Gegen 17.30 Uhr schlagen wir mit voll beladenem Wagen im Stadthaus auf. Schnell werden Tische und Stühle aufgestellt, Tischdecken und Servietten zurechtgerückt und Teelichter positioniert. Die Stimmung ist gespannt und entspannt zugleich. Ich habe drei wunderbare Helfer, die sich um fast alles kümmern, und ich kann die ersten Gäste begrüßen.

Unter den 18 Teilnehmern sind nur wenige, die schon einmal an einem Performance-Dinner teilgenommen haben. Frau Grage vom Hessischen Rundfunk ist fleißig dabei, mit dem Mikrofon Schnipsel vom Abend aufzunehmen. Gespräche der Gäste, ein kleines Interview in der Küche, Befragung der Küchenhilfen...
Wie im Flug vergeht die Zeit und die chromatischen Speisen kommen sehr gut an.

Zu Beginn gibt es ein Glas Varichon & Clerc mit weihnachtlich gewürztem Cranberry-Sorbet. Die tiefrote Farbe erinnert an Macks prächtige Rotnutzung.

Varichon & Clerc mit Cranberrysorbet 



Als Gruß aus der Küche kommt ein Chicharron (frittierte Schweinescharte) mit Avocadopüree und Sharonfrucht auf den Tisch.

Chicharron mit Avocado und Sharon
 Der erste Gang ist ein chromatischer Gazpacho, bestehend aus geliertem klaren Tomatenwasser und je einem Viertel roter Paprika mit Chili, gelber Paprika, Gurke mit Koriander und roter Zwiebel.

Chromatischer Gazpacho
Gefolgt wird dies von einer geräucherten Lachsforellenmousse mit Roter Bete und frisch geriebenem Meerrettich.
Geräucherte Lachsforellenmousse
Als Hauptgang gibt es marinierte Rinderblattrippe mit rootbeer-Aromen: sie lag über Nacht in einem Salzbett, gewürzt mit Sassafras, Wacholder, Zimt sowie einigen anderen Kräutern und Gewürzen.

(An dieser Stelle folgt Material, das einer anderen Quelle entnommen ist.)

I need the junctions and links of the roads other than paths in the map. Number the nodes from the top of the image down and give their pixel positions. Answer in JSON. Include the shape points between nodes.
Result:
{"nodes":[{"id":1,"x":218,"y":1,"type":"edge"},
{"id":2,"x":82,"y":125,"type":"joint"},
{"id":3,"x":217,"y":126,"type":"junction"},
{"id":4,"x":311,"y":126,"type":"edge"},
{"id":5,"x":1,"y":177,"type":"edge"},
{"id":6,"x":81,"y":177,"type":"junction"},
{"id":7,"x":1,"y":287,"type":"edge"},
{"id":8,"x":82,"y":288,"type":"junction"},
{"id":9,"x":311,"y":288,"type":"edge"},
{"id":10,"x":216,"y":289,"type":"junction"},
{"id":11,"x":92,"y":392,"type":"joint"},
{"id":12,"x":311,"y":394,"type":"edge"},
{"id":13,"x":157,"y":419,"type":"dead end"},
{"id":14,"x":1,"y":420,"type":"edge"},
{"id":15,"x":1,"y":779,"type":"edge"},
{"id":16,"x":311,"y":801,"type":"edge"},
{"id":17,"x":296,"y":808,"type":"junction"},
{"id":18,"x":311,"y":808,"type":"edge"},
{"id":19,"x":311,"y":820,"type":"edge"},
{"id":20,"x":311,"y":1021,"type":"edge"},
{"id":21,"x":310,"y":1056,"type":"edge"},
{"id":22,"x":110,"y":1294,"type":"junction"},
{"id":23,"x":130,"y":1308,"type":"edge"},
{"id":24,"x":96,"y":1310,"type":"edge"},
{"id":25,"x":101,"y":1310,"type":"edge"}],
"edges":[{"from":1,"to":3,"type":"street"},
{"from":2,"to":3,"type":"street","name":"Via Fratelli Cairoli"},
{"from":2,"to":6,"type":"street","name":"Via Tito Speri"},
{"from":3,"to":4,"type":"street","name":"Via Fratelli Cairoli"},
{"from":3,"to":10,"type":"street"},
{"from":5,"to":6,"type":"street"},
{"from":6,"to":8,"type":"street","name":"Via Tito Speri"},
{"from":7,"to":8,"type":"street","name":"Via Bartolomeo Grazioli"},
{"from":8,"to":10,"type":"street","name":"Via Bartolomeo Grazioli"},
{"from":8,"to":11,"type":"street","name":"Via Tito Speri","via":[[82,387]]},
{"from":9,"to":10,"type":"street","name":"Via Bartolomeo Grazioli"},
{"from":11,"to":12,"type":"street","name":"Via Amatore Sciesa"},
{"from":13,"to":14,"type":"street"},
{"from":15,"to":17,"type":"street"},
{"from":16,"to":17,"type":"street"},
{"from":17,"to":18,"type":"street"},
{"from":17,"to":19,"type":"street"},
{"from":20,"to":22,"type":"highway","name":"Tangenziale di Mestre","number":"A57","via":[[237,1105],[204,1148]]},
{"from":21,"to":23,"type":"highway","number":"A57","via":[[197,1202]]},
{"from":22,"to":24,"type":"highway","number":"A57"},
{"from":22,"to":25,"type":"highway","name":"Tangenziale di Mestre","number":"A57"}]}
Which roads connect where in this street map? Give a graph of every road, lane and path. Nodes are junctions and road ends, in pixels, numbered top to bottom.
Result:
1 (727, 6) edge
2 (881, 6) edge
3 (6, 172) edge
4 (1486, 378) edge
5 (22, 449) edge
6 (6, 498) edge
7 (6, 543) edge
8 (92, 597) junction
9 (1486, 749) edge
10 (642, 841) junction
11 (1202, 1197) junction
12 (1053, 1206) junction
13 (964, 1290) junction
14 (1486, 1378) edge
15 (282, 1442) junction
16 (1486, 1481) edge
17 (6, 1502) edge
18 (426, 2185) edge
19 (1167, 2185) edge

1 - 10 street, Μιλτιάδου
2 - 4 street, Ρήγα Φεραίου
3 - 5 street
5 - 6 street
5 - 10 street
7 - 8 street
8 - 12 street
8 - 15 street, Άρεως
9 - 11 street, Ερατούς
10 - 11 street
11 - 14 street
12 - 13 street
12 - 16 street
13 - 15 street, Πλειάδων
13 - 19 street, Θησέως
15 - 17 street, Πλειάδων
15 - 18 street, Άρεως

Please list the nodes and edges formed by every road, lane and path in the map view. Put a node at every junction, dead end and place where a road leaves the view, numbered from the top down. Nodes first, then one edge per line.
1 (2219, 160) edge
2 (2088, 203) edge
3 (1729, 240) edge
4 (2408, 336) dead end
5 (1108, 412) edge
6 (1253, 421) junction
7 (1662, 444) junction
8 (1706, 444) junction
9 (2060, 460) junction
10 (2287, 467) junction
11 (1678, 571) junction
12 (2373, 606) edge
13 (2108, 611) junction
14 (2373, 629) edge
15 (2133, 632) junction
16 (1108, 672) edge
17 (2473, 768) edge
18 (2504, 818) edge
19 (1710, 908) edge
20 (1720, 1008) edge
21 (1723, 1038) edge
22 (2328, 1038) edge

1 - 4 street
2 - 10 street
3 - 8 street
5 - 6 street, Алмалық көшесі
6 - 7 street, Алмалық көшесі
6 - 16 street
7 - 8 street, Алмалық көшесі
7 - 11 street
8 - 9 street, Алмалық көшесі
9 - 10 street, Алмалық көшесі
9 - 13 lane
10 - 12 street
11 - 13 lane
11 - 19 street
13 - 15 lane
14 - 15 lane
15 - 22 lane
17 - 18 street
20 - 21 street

Das Fleisch wurde dann langsam geschmort, von Knochen und Fett befreit und geschreddert. Beilagen für das kräftig gewürzte Fleisch sind ein Vanille-Kartoffelpüree, Fenchel und Schwarzwurzeln.

Geschredderte Rinderblattrippe mit Fenchel

Pressearbeit

Nach diesem vollmundig abgeschmeckten Gang gibt es als Erfrischung ein fruchtiges Dessert. Eine Mango-Maracujaterrine mit Granatapfel, Blaubeeren und Kumquats erfrischt den Gaumen.

Mango-Maracujaterrine
Zum Kaffee reichen wir einen Absinthtrüffel, der an die schwarz-weißen Siebdrucke von Mack erinnern soll.
Bei einem Glas Rotwein lasse ich den Abend mit den Gästen ausklingen und bekomme tolles Feedback - vor allem die Bitte, doch schnellstmöglich über die nächsten Termine informiert zu werden.
Ein schöneres Lob (in Verbindung mit den leer gegessenen Tellern) kann es nicht geben.